◆ **Task directions**
From the entries below, copy out all lines holding "Люксембург".

··· Records supplied

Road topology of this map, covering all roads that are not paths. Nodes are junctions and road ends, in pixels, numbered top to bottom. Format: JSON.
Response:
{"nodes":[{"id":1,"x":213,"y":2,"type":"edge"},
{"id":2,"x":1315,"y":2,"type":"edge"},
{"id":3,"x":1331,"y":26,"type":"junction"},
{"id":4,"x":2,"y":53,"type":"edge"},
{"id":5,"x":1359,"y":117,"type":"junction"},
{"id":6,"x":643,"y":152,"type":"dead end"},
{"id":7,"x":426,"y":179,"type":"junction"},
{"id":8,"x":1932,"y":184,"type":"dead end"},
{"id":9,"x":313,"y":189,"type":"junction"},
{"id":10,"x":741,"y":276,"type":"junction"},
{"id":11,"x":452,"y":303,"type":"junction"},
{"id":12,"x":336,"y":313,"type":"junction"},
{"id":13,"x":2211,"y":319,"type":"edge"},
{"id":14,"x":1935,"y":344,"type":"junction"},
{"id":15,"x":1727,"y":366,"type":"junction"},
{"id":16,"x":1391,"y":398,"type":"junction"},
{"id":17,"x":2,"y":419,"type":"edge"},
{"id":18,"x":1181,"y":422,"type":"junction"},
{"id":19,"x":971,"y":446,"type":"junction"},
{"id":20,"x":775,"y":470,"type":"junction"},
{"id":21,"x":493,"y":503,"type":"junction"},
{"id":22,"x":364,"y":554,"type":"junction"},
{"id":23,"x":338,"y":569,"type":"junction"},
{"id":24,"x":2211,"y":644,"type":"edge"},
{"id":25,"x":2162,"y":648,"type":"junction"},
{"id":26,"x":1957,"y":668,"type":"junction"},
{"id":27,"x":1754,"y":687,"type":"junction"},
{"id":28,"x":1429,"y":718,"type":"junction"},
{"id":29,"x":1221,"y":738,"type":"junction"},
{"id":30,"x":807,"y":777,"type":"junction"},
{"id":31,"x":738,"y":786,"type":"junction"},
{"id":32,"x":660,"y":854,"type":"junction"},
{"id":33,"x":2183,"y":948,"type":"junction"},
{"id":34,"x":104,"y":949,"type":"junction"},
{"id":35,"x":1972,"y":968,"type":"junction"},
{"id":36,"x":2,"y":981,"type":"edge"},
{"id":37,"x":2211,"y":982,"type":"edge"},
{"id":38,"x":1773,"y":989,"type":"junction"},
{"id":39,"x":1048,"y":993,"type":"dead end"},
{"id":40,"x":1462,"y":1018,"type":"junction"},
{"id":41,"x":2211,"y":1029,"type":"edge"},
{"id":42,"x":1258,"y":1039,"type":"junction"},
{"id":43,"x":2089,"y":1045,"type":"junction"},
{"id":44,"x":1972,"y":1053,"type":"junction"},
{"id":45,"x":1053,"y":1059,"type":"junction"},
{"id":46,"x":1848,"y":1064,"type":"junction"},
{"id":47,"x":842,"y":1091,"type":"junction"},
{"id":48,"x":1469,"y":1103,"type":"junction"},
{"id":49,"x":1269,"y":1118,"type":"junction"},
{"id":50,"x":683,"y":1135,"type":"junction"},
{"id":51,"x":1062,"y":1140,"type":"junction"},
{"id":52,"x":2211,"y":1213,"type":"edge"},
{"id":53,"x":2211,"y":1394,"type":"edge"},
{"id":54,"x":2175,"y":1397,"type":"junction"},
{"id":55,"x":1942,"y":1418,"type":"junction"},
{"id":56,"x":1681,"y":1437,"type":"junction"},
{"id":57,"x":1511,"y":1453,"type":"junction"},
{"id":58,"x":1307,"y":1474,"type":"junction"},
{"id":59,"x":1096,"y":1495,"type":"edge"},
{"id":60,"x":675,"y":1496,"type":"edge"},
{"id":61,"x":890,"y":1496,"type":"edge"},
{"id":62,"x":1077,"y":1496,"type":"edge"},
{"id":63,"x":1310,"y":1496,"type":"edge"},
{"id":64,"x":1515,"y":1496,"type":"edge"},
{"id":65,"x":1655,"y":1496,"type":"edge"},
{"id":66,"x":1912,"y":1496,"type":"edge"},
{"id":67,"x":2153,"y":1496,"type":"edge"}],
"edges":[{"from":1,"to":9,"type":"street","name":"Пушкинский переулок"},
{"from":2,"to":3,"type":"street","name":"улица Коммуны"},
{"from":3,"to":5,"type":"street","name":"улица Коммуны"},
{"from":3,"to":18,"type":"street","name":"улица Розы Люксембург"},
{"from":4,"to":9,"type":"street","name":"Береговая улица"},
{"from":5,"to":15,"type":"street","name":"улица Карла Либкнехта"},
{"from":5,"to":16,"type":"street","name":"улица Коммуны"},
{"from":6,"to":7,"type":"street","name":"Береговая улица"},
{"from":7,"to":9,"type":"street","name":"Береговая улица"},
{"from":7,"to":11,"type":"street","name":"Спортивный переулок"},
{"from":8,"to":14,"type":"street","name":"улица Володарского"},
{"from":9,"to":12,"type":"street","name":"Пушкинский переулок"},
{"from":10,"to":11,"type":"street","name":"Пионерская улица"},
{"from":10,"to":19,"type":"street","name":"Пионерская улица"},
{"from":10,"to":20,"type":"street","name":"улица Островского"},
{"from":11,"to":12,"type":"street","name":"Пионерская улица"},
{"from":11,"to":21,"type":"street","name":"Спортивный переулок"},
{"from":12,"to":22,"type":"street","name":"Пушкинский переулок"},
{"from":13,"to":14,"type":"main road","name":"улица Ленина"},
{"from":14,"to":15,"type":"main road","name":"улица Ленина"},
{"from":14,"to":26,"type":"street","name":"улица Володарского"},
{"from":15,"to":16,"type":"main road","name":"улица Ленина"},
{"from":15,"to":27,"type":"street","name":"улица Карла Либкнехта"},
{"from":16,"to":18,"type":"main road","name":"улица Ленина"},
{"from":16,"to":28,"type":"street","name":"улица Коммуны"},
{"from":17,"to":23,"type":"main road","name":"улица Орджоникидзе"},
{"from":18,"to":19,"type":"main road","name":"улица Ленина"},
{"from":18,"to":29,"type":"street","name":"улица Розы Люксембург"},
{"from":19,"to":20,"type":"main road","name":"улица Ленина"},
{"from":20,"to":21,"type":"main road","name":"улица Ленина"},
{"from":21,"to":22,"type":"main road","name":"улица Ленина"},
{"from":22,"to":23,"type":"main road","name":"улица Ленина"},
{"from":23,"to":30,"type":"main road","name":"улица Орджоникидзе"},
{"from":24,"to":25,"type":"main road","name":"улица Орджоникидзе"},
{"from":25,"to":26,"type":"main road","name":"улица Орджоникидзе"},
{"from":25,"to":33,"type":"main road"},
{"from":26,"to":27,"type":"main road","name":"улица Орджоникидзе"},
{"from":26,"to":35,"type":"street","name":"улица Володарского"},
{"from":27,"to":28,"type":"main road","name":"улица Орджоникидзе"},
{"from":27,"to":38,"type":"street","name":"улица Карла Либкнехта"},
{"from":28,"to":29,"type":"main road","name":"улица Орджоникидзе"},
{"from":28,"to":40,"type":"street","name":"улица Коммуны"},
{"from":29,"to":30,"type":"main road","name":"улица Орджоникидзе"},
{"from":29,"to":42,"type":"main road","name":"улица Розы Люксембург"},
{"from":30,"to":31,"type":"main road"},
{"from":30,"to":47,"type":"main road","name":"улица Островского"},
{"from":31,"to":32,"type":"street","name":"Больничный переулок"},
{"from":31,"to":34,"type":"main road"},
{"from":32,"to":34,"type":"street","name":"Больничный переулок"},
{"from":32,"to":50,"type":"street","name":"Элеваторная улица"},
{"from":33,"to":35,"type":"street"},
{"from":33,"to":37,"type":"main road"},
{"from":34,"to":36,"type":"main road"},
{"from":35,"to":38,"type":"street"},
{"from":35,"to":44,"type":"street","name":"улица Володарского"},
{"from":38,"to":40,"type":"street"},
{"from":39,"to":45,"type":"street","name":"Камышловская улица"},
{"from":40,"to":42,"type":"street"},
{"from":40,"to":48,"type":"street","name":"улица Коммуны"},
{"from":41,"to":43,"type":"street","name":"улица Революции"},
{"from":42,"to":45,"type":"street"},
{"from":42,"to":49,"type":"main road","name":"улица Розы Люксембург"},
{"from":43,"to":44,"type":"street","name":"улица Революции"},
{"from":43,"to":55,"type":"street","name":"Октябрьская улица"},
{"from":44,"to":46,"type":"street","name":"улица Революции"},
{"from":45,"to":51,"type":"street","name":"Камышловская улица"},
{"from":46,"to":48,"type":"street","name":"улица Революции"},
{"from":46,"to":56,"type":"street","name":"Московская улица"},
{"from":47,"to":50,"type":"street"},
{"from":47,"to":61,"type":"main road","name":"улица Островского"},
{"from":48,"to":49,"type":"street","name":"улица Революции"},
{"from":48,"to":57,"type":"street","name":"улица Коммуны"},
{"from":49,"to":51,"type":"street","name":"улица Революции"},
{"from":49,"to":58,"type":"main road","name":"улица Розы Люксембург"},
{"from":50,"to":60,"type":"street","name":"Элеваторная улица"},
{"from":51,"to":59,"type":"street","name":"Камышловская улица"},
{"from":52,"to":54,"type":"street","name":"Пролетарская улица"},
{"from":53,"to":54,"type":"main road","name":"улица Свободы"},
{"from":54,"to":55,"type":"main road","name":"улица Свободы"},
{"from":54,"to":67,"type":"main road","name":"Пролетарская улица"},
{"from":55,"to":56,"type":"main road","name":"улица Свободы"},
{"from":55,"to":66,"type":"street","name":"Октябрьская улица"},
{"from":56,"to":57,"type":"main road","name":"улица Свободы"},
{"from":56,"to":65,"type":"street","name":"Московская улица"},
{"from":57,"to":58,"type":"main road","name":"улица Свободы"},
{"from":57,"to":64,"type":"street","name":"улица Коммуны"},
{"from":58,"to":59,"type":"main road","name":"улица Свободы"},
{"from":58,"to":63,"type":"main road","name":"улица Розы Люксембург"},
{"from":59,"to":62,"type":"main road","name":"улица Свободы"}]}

······

◆ **Exercise answer**
{"from":3,"to":18,"type":"street","name":"улица Розы Люксембург"},
{"from":18,"to":29,"type":"street","name":"улица Розы Люксембург"},
{"from":29,"to":42,"type":"main road","name":"улица Розы Люксембург"},
{"from":42,"to":49,"type":"main road","name":"улица Розы Люксембург"},
{"from":49,"to":58,"type":"main road","name":"улица Розы Люксембург"},
{"from":58,"to":63,"type":"main road","name":"улица Розы Люксембург"},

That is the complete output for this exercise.